Les volets sont fermés...

 

 

Les volets sont fermés. Voici qu’elle repose

Dans l’endormante odeur de l’éther et des roses,

Autour des mains on a noué son chapelet ;

C’est bien la même chambre où sa voix m’appelait

Qui maintenant la garde morte. Les bougies,

Remuant sur le lit leurs flammes élargies,

Me simulent parfois qu’elle me tend les bras.

Mais non ! ils ont couvert de feuillage ses draps,

Et le calme des morts sur son visage flotte,

On entre, on s’agenouille, on se signe, on sanglote,

On asperge d’un peu d’eau bénite, et l’on part.

Moi, je reste, vivant de ma mère à l’écart,

Sans une larme, avarement jaloux et sombre,

Face à face avec elle et la fixant dans l’ombre ;

Elle sourit ainsi que jadis en priant.

Il semble qu’elle va s’éveiller : c’est criant

Comme elle vit étrangement dans le silence !

Et croyant que tout est comme hier, je m’élance

Au-devant de la voix qui tout à coup dira

Le mot quotidien que mon cœur recevra :

« Bonjour, ma joie ! »

                                       Hélas ! Dieu ne veut pas la rendre,

Elle est là, mais n’est plus. Je ne peux pas comprendre...

Ô mon Dieu ! se peut-il que ce visage aimé,

Que ce cœur en lequel je me suis abîmé,

Ce corps enfin dont je suis né, tombe en poussière ?

Que m’importe qu’ensuite il rayonne en lumière.

Qu’il devienne l’éclat des fleurs ou des oiseaux,

Si je n’y reconnais ni sa chair ni ses os !

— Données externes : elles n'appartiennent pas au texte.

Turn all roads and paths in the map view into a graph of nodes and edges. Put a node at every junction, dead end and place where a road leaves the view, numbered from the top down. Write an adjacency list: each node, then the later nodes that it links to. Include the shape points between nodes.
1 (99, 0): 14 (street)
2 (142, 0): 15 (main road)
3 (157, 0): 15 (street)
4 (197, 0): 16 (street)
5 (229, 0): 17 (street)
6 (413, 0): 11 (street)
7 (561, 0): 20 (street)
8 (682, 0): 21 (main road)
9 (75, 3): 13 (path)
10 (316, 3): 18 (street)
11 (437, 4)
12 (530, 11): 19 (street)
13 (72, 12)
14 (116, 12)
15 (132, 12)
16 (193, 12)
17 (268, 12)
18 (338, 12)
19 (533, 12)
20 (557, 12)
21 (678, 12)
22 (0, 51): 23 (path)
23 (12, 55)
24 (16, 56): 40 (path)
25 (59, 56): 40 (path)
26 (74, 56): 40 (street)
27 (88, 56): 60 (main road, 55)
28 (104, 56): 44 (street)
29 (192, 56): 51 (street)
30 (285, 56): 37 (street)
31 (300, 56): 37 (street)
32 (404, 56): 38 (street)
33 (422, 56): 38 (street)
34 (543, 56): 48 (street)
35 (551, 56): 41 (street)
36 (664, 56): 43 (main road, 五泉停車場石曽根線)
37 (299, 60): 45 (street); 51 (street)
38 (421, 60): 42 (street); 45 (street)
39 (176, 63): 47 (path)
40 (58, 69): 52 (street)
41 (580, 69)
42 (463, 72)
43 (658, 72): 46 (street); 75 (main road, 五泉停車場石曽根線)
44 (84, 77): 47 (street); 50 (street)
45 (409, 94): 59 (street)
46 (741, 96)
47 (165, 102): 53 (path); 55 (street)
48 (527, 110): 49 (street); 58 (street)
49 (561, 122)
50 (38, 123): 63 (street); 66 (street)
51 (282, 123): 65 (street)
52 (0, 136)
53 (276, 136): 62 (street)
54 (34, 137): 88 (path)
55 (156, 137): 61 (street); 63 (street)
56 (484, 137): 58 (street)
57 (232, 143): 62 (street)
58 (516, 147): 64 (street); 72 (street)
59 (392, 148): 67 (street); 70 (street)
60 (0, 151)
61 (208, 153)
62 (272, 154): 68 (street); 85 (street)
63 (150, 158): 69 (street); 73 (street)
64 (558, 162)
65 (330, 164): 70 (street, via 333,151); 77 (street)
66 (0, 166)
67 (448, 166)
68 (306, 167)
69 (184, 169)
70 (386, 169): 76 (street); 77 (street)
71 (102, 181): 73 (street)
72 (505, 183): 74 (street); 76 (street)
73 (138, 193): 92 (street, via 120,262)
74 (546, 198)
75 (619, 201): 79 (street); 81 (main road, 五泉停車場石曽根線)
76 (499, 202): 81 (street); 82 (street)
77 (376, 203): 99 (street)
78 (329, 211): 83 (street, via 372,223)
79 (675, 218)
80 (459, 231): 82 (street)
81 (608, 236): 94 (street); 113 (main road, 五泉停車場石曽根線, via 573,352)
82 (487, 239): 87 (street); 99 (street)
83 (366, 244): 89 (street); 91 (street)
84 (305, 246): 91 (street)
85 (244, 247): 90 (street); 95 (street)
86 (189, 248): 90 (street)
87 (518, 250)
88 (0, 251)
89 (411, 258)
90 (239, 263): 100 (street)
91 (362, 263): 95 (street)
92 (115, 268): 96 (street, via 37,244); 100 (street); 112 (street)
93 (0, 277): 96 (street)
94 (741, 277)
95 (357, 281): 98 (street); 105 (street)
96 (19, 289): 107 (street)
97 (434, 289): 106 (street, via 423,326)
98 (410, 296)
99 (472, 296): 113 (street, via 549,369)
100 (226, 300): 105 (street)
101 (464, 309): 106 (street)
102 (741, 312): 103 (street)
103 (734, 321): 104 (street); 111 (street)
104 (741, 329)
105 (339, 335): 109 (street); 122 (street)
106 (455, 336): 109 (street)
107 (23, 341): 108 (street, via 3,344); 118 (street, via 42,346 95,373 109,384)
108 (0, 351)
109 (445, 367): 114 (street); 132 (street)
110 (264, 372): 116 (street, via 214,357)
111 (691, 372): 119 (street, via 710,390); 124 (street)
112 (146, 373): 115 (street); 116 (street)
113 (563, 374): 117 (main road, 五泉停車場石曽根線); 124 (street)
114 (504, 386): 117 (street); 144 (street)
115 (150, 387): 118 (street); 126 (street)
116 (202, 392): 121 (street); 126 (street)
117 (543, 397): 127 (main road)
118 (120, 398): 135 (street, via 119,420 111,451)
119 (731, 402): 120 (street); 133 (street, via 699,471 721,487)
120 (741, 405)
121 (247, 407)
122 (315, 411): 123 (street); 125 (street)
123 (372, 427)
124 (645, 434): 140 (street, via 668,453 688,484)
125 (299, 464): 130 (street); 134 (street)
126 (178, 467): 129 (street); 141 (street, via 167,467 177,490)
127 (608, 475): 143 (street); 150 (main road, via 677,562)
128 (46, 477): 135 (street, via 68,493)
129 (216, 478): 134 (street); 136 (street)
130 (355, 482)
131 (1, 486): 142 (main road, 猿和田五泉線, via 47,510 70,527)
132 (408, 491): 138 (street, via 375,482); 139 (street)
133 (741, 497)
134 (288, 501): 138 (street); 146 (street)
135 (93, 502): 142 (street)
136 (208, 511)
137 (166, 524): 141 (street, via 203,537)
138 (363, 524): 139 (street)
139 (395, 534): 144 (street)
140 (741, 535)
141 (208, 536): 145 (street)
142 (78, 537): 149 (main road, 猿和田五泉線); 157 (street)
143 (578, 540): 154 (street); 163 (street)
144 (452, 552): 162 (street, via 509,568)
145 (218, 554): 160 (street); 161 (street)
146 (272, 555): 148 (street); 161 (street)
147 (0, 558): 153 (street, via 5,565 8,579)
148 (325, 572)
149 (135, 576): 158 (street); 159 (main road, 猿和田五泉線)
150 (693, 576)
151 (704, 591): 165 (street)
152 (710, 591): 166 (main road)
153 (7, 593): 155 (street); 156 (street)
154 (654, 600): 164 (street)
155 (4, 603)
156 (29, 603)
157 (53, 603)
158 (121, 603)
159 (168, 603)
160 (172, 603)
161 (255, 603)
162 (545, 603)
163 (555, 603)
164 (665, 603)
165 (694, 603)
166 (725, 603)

Ah ! j’ai la foi qu’un jour ma prunelle éblouie

Retrouvera la chère image évanouie !

Ce qu’ignorent mes sens, Dieu me l’a révélé :

Le grain qu’on jette au champ n’est pas encor le blé ;

Il faut qu’il meure avant d’être l’épi superbe

Qui s’alourdit de gloire au sommet de la gerbe !

Ainsi le corps : il est semé dans le péché,

À toutes les horreurs de la terre attaché ;

Puis la tombe en ses flancs avidement l’enferme ;

Mortels, ne croyez pas qu’il s’y détruise, il germe !

Et bientôt, recouvrant son lustre originel,

Il s’épanouira dans le champ éternel !

Ô chair dont je suis né, chair maternelle et sainte,

Va retrouver nos morts ; je te livre sans crainte

Au tombeau, car au dernier jour tu surgiras !

Je te reconnaîtrai, tu me tendras les bras ;

Je presserai contre mon cœur ta même argile,

Oui, la même, transfigurée, heureuse, agile,

Libre des lois de la pesanteur et du temps ;

Et nous taisant comme autrefois, nous écoutant,

Nous sentirons brûler notre extase fervente

Dans ta splendeur sans ombre, ô Trinité vivante.

 

 

 

Robert VALLERY-RADOT, L’Eau du Puits : In Memoriam.